Each line below that contains "นธาราม" counts once; report the total and nothing more.

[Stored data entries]
────────────────────

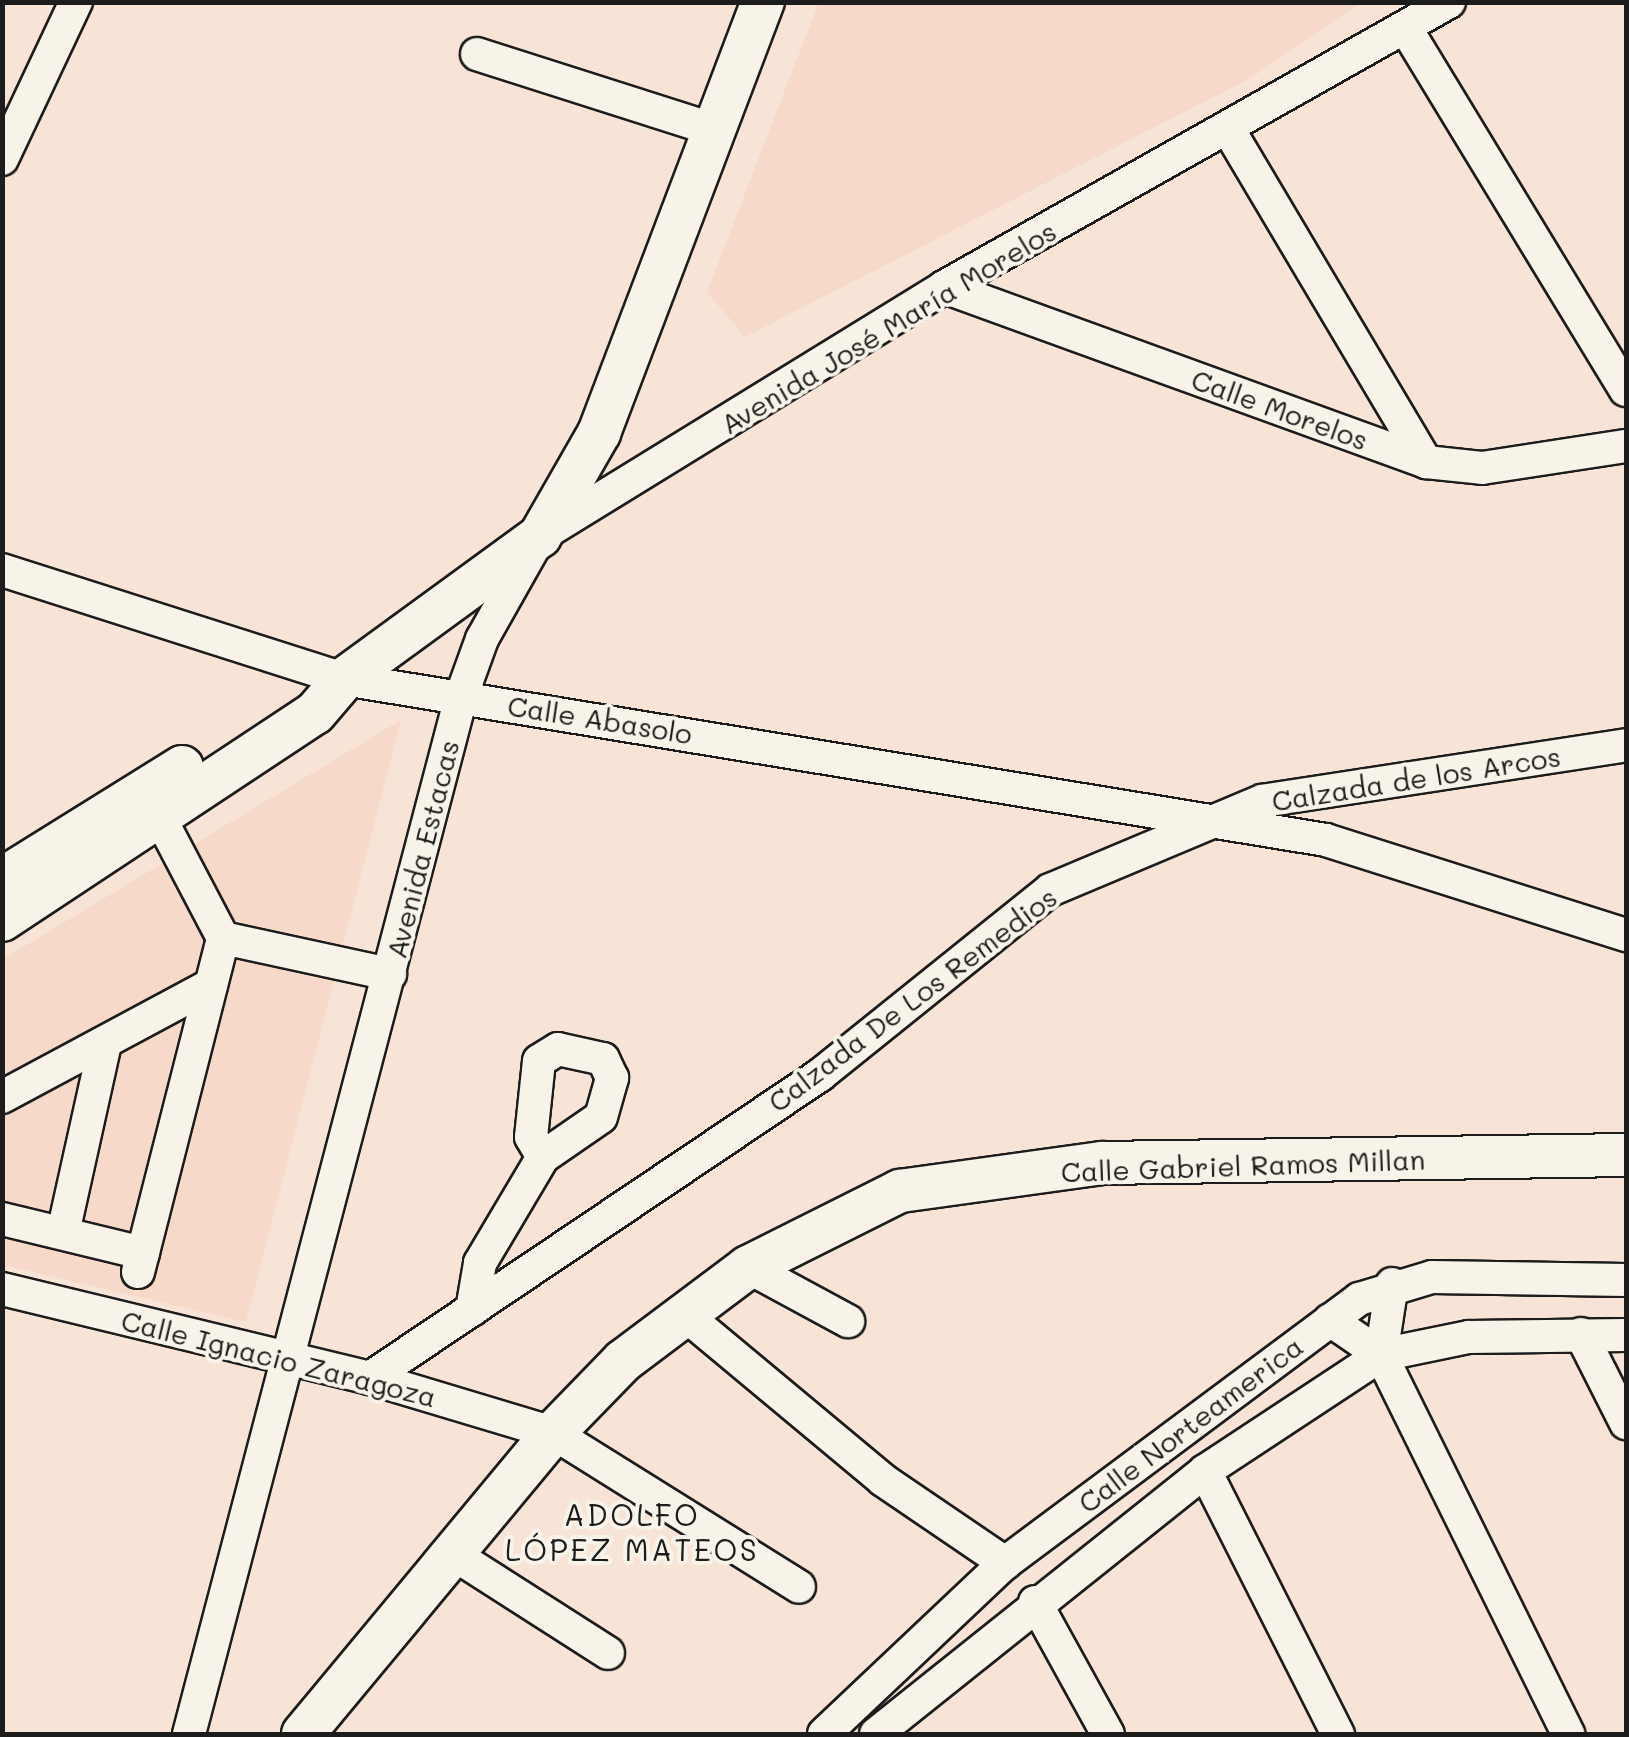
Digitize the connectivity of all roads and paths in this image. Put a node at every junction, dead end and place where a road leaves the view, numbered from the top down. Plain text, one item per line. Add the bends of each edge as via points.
1 (76, 2) edge
2 (763, 2) edge
3 (1449, 2) edge
4 (1408, 32) junction
5 (477, 54) dead end
6 (712, 129) junction
7 (1230, 132) junction
8 (2, 159) edge
9 (944, 288) junction
10 (1626, 390) edge
11 (1626, 446) edge
12 (1426, 462) junction
13 (540, 536) junction
14 (2, 570) edge
15 (344, 679) junction
16 (461, 697) junction
17 (1626, 745) edge
18 (159, 816) junction
19 (1209, 823) junction
20 (2, 880) edge
21 (2, 920) edge
22 (1626, 934) edge
23 (224, 938) junction
24 (390, 974) junction
25 (212, 986) junction
26 (105, 1042) junction
27 (4, 1102) edge
28 (1626, 1155) edge
29 (542, 1157) dead end
30 (2, 1219) edge
31 (63, 1233) junction
32 (748, 1267) junction
33 (1626, 1280) edge
34 (1392, 1284) junction
35 (2, 1290) edge
36 (472, 1310) junction
37 (684, 1314) junction
38 (1330, 1320) junction
39 (848, 1321) dead end
40 (1581, 1334) junction
41 (1626, 1336) edge
42 (1381, 1355) junction
43 (291, 1360) junction
44 (370, 1378) junction
45 (1626, 1423) edge
46 (554, 1433) junction
47 (1204, 1471) junction
48 (458, 1557) junction
49 (1005, 1563) junction
50 (800, 1587) dead end
51 (1034, 1602) junction
52 (608, 1652) dead end
53 (315, 1731) edge
54 (881, 1732) edge
55 (189, 1734) edge
56 (824, 1734) edge
57 (1108, 1734) edge
58 (1338, 1734) edge
59 (1568, 1734) edge

1 - 8 street
2 - 6 main road, Avenida Estacas
3 - 4 street, Avenida José María Morelos
4 - 7 street, Avenida José María Morelos
4 - 10 street
5 - 6 street
6 - 13 main road, Avenida Estacas via 599,433
7 - 9 street, Avenida José María Morelos
7 - 12 street
9 - 12 street, Calle Morelos
9 - 13 street, Avenida José María Morelos
11 - 12 street, Calle Morelos via 1482,468
13 - 15 main road, Avenida José María Morelos
13 - 16 street, Avenida Estacas via 482,639
14 - 15 street, Calle Abasolo
15 - 16 street, Calle Abasolo
15 - 18 main road, Avenida José María Morelos via 315,713
15 - 20 main road, Avenida José María Morelos via 288,700
16 - 19 street, Calle Abasolo
16 - 24 street, Avenida Estacas
17 - 19 street, Calzada de los Arcos via 1262,801
18 - 21 main road, Avenida José María Morelos
18 - 23 street
19 - 22 street via 1326,840
19 - 36 street, Calzada De Los Remedios via 1050,890 820,1075
23 - 24 street
23 - 25 street
24 - 43 street, Avenida Estacas
25 - 26 street
25 - 31 street via 141,1262
26 - 27 street
26 - 31 street
28 - 32 main road, Calle Gabriel Ramos Millan via 1102,1164 900,1192
29 - 36 street via 480,1263
30 - 31 street
32 - 37 main road, Calle Gabriel Ramos Millan
32 - 39 street
33 - 34 street, Calle Norteamerica via 1432,1277
34 - 38 street, Calle Norteamerica
34 - 42 street
35 - 43 street, Calle Ignacio Zaragoza
36 - 44 street, Calzada De Los Remedios
37 - 46 main road, Calle Gabriel Ramos Millan via 623,1361
37 - 49 street via 883,1480
38 - 42 street
38 - 49 street, Calle Norteamerica
40 - 41 street, Calle Norteamerica
40 - 42 street, Calle Norteamerica via 1428,1340
40 - 45 street
42 - 47 street, Calle Norteamerica
42 - 59 street
43 - 44 street, Calle Ignacio Zaragoza
43 - 55 street, Avenida Estacas
44 - 46 street, Calle Ignacio Zaragoza
46 - 48 main road, Calle Gabriel Ramos Millan
46 - 50 street, Calle Ignacio Zaragoza
47 - 51 street, Calle Norteamerica
47 - 58 street
48 - 52 street
48 - 53 main road, Calle Gabriel Ramos Millan
49 - 56 street, Calle Norteamerica
51 - 54 street, Calle Norteamerica
51 - 57 street

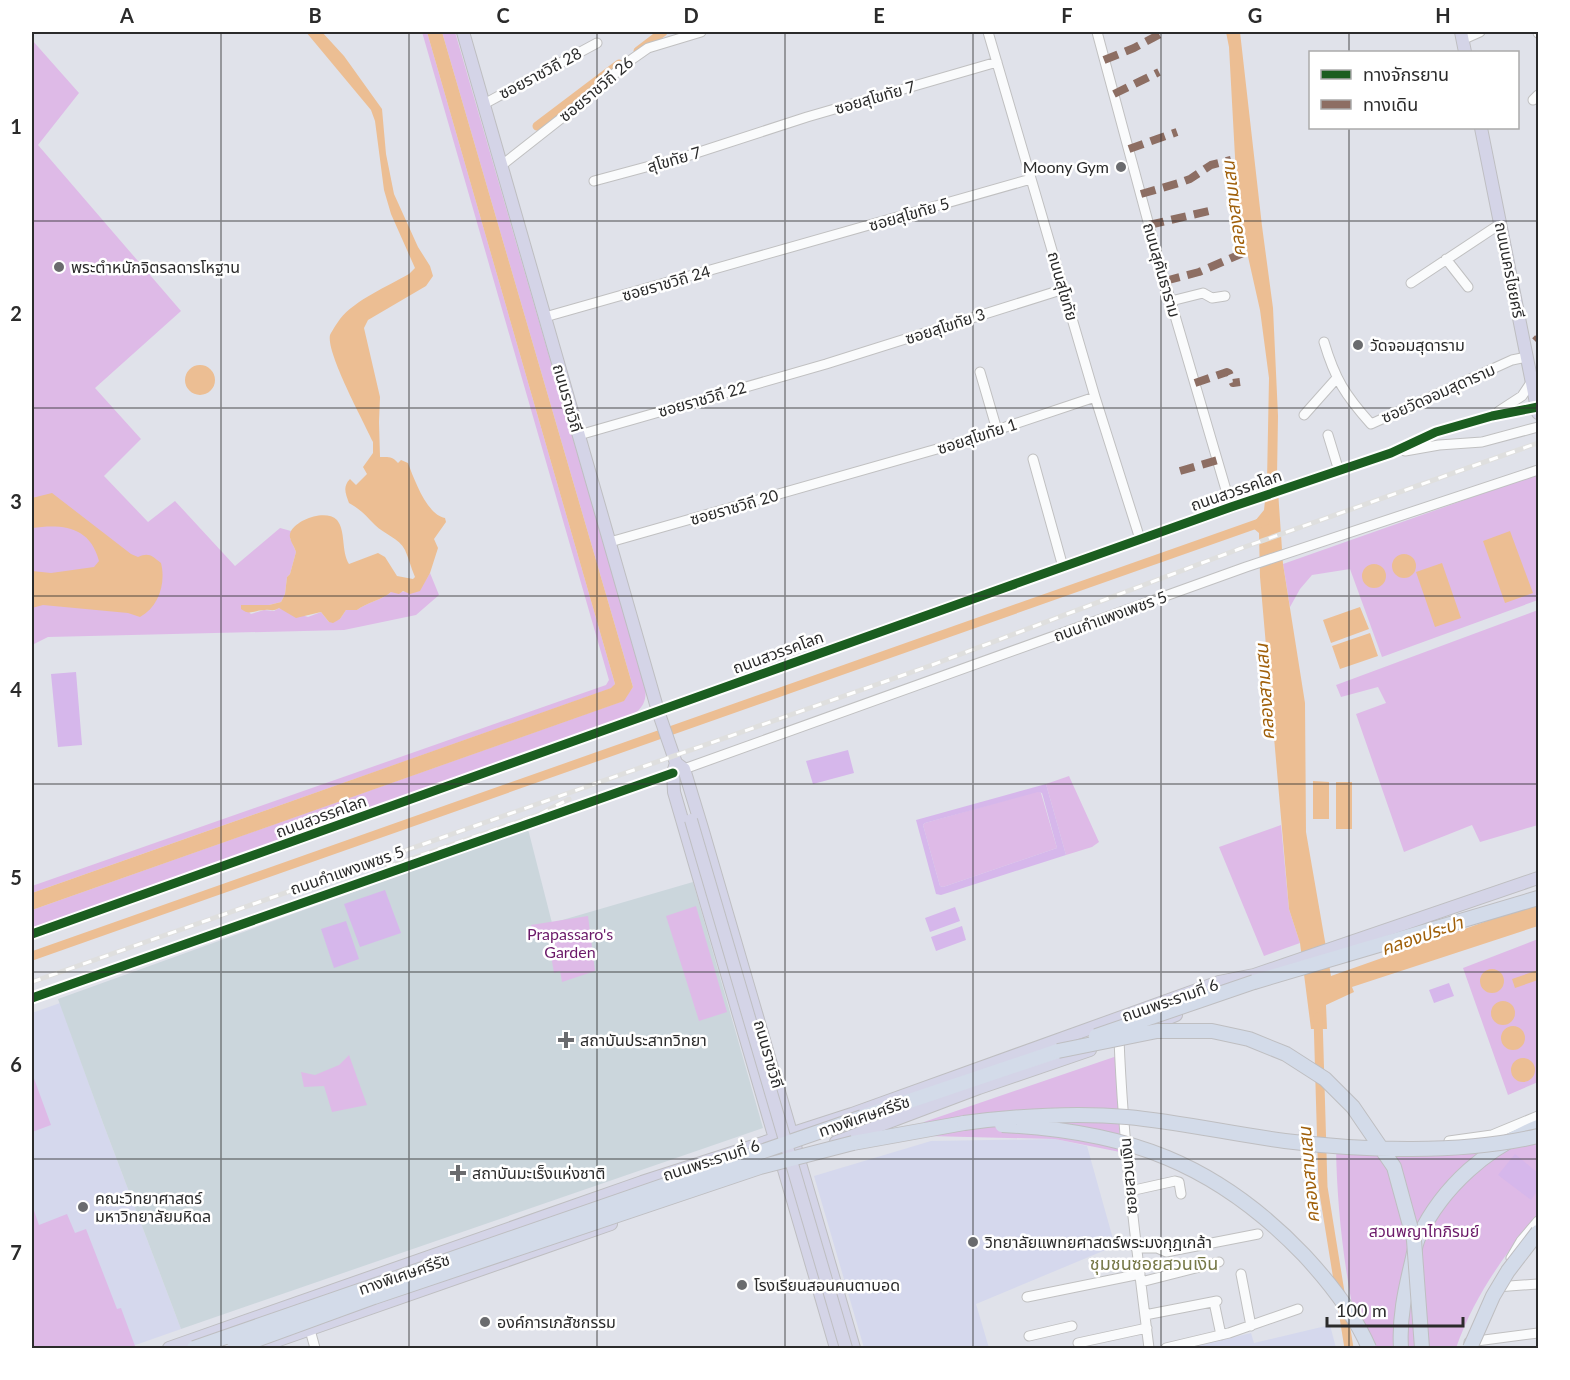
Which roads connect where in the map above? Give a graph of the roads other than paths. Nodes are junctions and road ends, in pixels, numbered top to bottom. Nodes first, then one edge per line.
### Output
1 (463, 32) edge
2 (700, 32) edge
3 (988, 32) edge
4 (1097, 32) edge
5 (1480, 32) edge
6 (1463, 41) edge
7 (597, 43) dead end
8 (997, 62) junction
9 (484, 104) junction
10 (1480, 129) edge
11 (753, 135) joint
12 (502, 165) junction
13 (1031, 179) junction
14 (594, 182) dead end
15 (1500, 224) junction
16 (786, 249) joint
17 (1446, 259) junction
18 (1411, 283) dead end
19 (1468, 287) dead end
20 (1064, 289) junction
21 (1225, 296) dead end
22 (1171, 302) junction
23 (545, 317) junction
24 (1324, 342) dead end
25 (1527, 357) junction
26 (826, 364) joint
27 (980, 372) dead end
28 (1534, 373) edge
29 (1336, 379) junction
30 (1095, 397) junction
31 (1538, 408) edge
32 (1304, 415) dead end
33 (1492, 416) junction
34 (1539, 427) edge
35 (997, 430) junction
36 (579, 435) junction
37 (1328, 435) dead end
38 (1391, 453) junction
39 (1033, 459) dead end
40 (1539, 470) edge
41 (858, 471) joint
42 (1339, 471) junction
43 (1235, 505) junction
44 (1140, 539) junction
45 (610, 542) junction
46 (1064, 567) junction
47 (660, 715) junction
48 (677, 772) junction
49 (1539, 878) edge
50 (1539, 898) edge
51 (32, 934) edge
52 (1254, 975) junction
53 (32, 998) edge
54 (1119, 1040) junction
55 (1058, 1051) junction
56 (781, 1094) junction
57 (763, 1101) junction
58 (1539, 1116) edge
59 (964, 1123) junction
60 (1539, 1127) edge
61 (793, 1133) junction
62 (1539, 1136) edge
63 (774, 1139) junction
64 (1430, 1147) dead end
65 (799, 1157) junction
66 (781, 1163) junction
67 (1130, 1191) junction
68 (1181, 1194) dead end
69 (665, 1204) junction
70 (568, 1208) junction
71 (1539, 1221) edge
72 (512, 1228) junction
73 (1539, 1232) edge
74 (1258, 1234) dead end
75 (1136, 1248) junction
76 (521, 1256) junction
77 (1220, 1262) dead end
78 (1241, 1274) dead end
79 (1140, 1278) junction
80 (1539, 1284) edge
81 (1492, 1288) junction
82 (839, 1296) junction
83 (1027, 1296) dead end
84 (822, 1302) junction
85 (1298, 1309) dead end
86 (1145, 1315) junction
87 (1072, 1326) dead end
88 (1251, 1326) junction
89 (1147, 1328) junction
90 (310, 1330) junction
91 (1539, 1333) edge
92 (1221, 1335) junction
93 (1029, 1336) dead end
94 (1078, 1343) dead end
95 (1468, 1346) edge
96 (169, 1348) edge
97 (194, 1348) edge
98 (234, 1348) edge
99 (256, 1348) edge
100 (315, 1348) edge
101 (836, 1348) edge
102 (846, 1348) edge
103 (854, 1348) edge
104 (1149, 1348) edge
105 (1166, 1348) edge
106 (1369, 1348) edge
107 (1401, 1348) edge
108 (1422, 1348) edge

1 - 9 main road, ถนนราชวิถี
2 - 12 street, ซอยราชวิถี 26
3 - 8 street, ถนนสุโขทัย
4 - 22 street, ถนนสุคันธาราม
5 - 6 street
7 - 9 street, ซอยราชวิถี 28
8 - 11 street, ซอยสุโขทัย 7
8 - 13 street, ถนนสุโขทัย
9 - 12 main road, ถนนราชวิถี
10 - 15 main road, ถนนนครไชยศรี
11 - 14 street, สุโขทัย 7
12 - 23 main road, ถนนราชวิถี
13 - 16 street, ซอยสุโขทัย 5
13 - 20 street, ถนนสุโขทัย
15 - 17 street
15 - 25 main road, ถนนนครไชยศรี
16 - 23 street, ซอยราชวิถี 24
17 - 18 street
17 - 19 street
20 - 26 street, ซอยสุโขทัย 3
20 - 30 street, ถนนสุโขทัย
21 - 22 street
22 - 43 street, ถนนสุคันธาราม
23 - 36 main road, ถนนราชวิถี
24 - 29 street, ซอยวัดจอมสุดาราม
25 - 28 main road, ถนนนครไชยศรี
25 - 29 street, ซอยวัดจอมสุดาราม
26 - 36 street, ซอยราชวิถี 22
27 - 35 street
28 - 31 main road, ถนนนครไชยศรี
28 - 33 street
29 - 32 street
30 - 35 street, ซอยสุโขทัย 1
30 - 44 street, ถนนสุโขทัย
31 - 33 street, ถนนสวรรคโลก
33 - 38 street, ถนนสวรรคโลก
34 - 38 street, ถนนสวรรคโลก
35 - 41 street, ซอยสุโขทัย 1
36 - 45 main road, ถนนราชวิถี
37 - 42 street
38 - 42 street, ถนนสวรรคโลก
39 - 46 street
40 - 48 street, ถนนกำแพงเพชร 5
41 - 45 street, ซอยราชวิถี 20
42 - 43 street, ถนนสวรรคโลก
43 - 44 street, ถนนสวรรคโลก
44 - 46 street, ถนนสวรรคโลก
45 - 47 main road, ถนนราชวิถี
46 - 47 street, ถนนสวรรคโลก
47 - 48 main road, ถนนราชวิถี
47 - 51 street, ถนนสวรรคโลก
48 - 53 street, ถนนกำแพงเพชร 5
48 - 56 main road, ถนนราชวิถี
48 - 57 main road, ถนนราชวิถี
48 - 102 main road, bridge
49 - 52 main road, ถนนพระรามที่ 6
50 - 55 highway, ทางพิเศษศรีรัช, bridge
52 - 54 main road, ถนนพระรามที่ 6
52 - 61 main road, ถนนพระรามที่ 6
54 - 65 main road, ถนนพระรามที่ 6
54 - 67 street, ซอยสวนเงิน
55 - 97 highway, ทางพิเศษศรีรัช, bridge
55 - 108 highway, bridge
56 - 57 main road
56 - 61 main road, ถนนราชวิถี
57 - 63 main road, ถนนราชวิถี
58 - 64 street
59 - 62 highway, bridge
59 - 98 highway, ทางพิเศษศรีรัช, bridge
59 - 106 highway, bridge
60 - 107 highway, bridge
61 - 63 main road, ถนนพระรามที่ 6
61 - 65 main road, ถนนราชวิถี
63 - 66 main road, ถนนราชวิถี
63 - 70 main road, ถนนพระรามที่ 6
65 - 66 main road, ถนนพระรามที่ 6
65 - 82 main road, ถนนราชวิถี
66 - 69 main road, ถนนพระรามที่ 6
66 - 84 main road, ถนนราชวิถี
67 - 68 street
67 - 75 street, ซอยสวนเงิน
69 - 70 main road
69 - 76 main road, ถนนพระรามที่ 6
70 - 72 main road, ถนนพระรามที่ 6
71 - 81 street
72 - 76 main road
72 - 96 main road, ถนนพระรามที่ 6
73 - 95 highway, bridge
74 - 75 street
75 - 79 street, ซอยสวนเงิน
76 - 90 main road, ถนนพระรามที่ 6
77 - 79 street
78 - 88 street
79 - 83 street
79 - 86 street, ซอยสวนเงิน
80 - 81 street
81 - 95 street
82 - 84 main road
82 - 103 main road, ถนนราชวิถี
84 - 101 main road, ถนนราชวิถี
85 - 88 street
86 - 89 street, ซอยสวนเงิน
86 - 92 street
87 - 93 street
88 - 92 street
89 - 94 street
89 - 104 street, ซอยสวนเงิน
90 - 99 main road, ถนนพระรามที่ 6
90 - 100 street
91 - 95 street
92 - 105 street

────────────────────

Output for this exercise: 2